En fait ce sont les conditions de tournage qui sont différentes, le travail est plus difficile pour les actrices en ce sens qu’il est limité esthétiquement. Au niveau de l’image, ça manque d’une certaine liberté esthétique et artistique et en ce qui concerne le jeu, comme on est un peu démunis d’accessoires pour le rendre plus crédible, on fait plus appel à notre expression, à notre corps. Quand on fait les films dans un décor très simple, la caméra est fixée sur l’acteur. Ça revient à comparer le dessin et la peinture. Le dessin, ce sont des traits et on peut facilement se laisser impressionner par la prise et par la force du crayon, tout est évident, alors qu’avec la peinture on arrive à mieux cacher son incompétence. Pour moi c’est ça. 

Vous avez un profil international, vous parlez aussi l’allemand et l’anglais, en plus du persan, Téhéran est-elle une ville à votre image, internationale ? 

Ce n’est pas une ville multiculturelle mais les gens sont très ouverts au monde, ils suivent vraiment l’actualité, en art et en mode surtout ! Tous ceux qui ont une profession ont internet, ils n’ont pas un esprit fermé, ils veulent voir ce qui se passe ailleurs, ils ont cette curiosité de connaitre, une curiosité que je n’ai pas d’ailleurs!  

Quel est votre prochain projet professionnel ?

Je viens juste de terminer un film de Safi Yazdanian qui s’appelle Quelle heure est-il dans ton monde avec Ali Mosaffa, qui est aussi producteur du projet. C’est un très beau film.
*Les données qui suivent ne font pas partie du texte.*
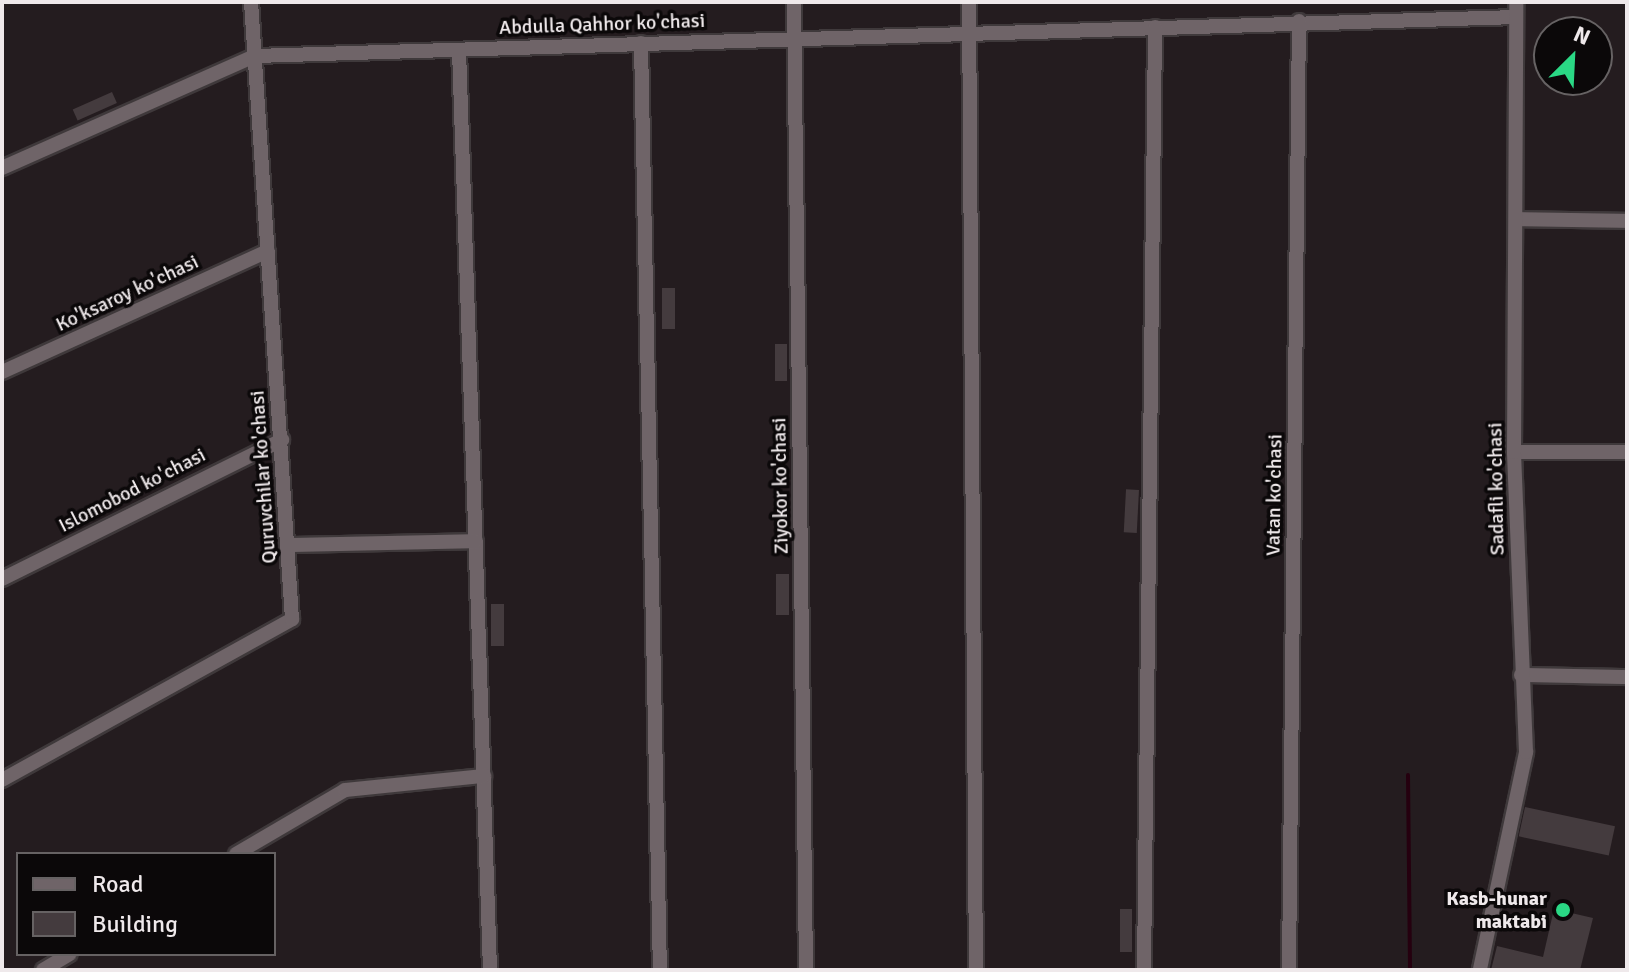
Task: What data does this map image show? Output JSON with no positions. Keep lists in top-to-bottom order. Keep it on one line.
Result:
{"streets":{"street":["Abdulla Qahhor ko'chasi","Ko'ksaroy ko'chasi","Quruvchilar ko'chasi","Ziyokor ko'chasi","Sadafli ko'chasi","Islomobod ko'chasi","Vatan ko'chasi"]},"crossings":[["Abdulla Qahhor ko'chasi","Quruvchilar ko'chasi"],["Abdulla Qahhor ko'chasi","Ziyokor ko'chasi"],["Abdulla Qahhor ko'chasi","Sadafli ko'chasi"],["Abdulla Qahhor ko'chasi","Vatan ko'chasi"],["Ko'ksaroy ko'chasi","Quruvchilar ko'chasi"],["Quruvchilar ko'chasi","Islomobod ko'chasi"]],"places":["Kasb-hunar maktabi"],"legend":["Road","Building"],"north":"top right"}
D’une certaine manière il y a une liaison entre la France et l’Iran et c’est une histoire d’amour très particulière et très touchante.

C’est important pour vous de faire le lien entre la France et l’Iran ? 

Non pas spécialement. Mon rapport avec la France est lié à mon enfance car ma mère m’a mise toute petite à l’école française. Puis il y a eu la Révolution et cette école a fermé donc je suis restée dans l’imperfection du français. J’ai toujours été perfectionniste dans l’apprentissage de cette langue et je ne me suis jamais satisfaite de mon niveau, avec cette coupure à 7 ans dans mon apprentissage. 

Quelle cinéphile êtes-vous ?

C’est toujours très délicat de répondre à cette question alors je vais prendre des exemples. Quand on nous demande quels sont les plus beaux jours de votre vie on n’arrive pas à le dire tout de suite, on va parler du mariage, des enfants… Mais il y a tellement de jours où on était peut-être encore plus heureux. Donc pour vous donner une idée, je suis très fan de Truffaut, je l’aime vraiment beaucoup, j’ai vu toutes ses œuvres. Mais j’aime aussi beaucoup Tarantino, Haneke, Woody Allen, Mr. Kiarostami dont je suis également très fan, ou Polanski.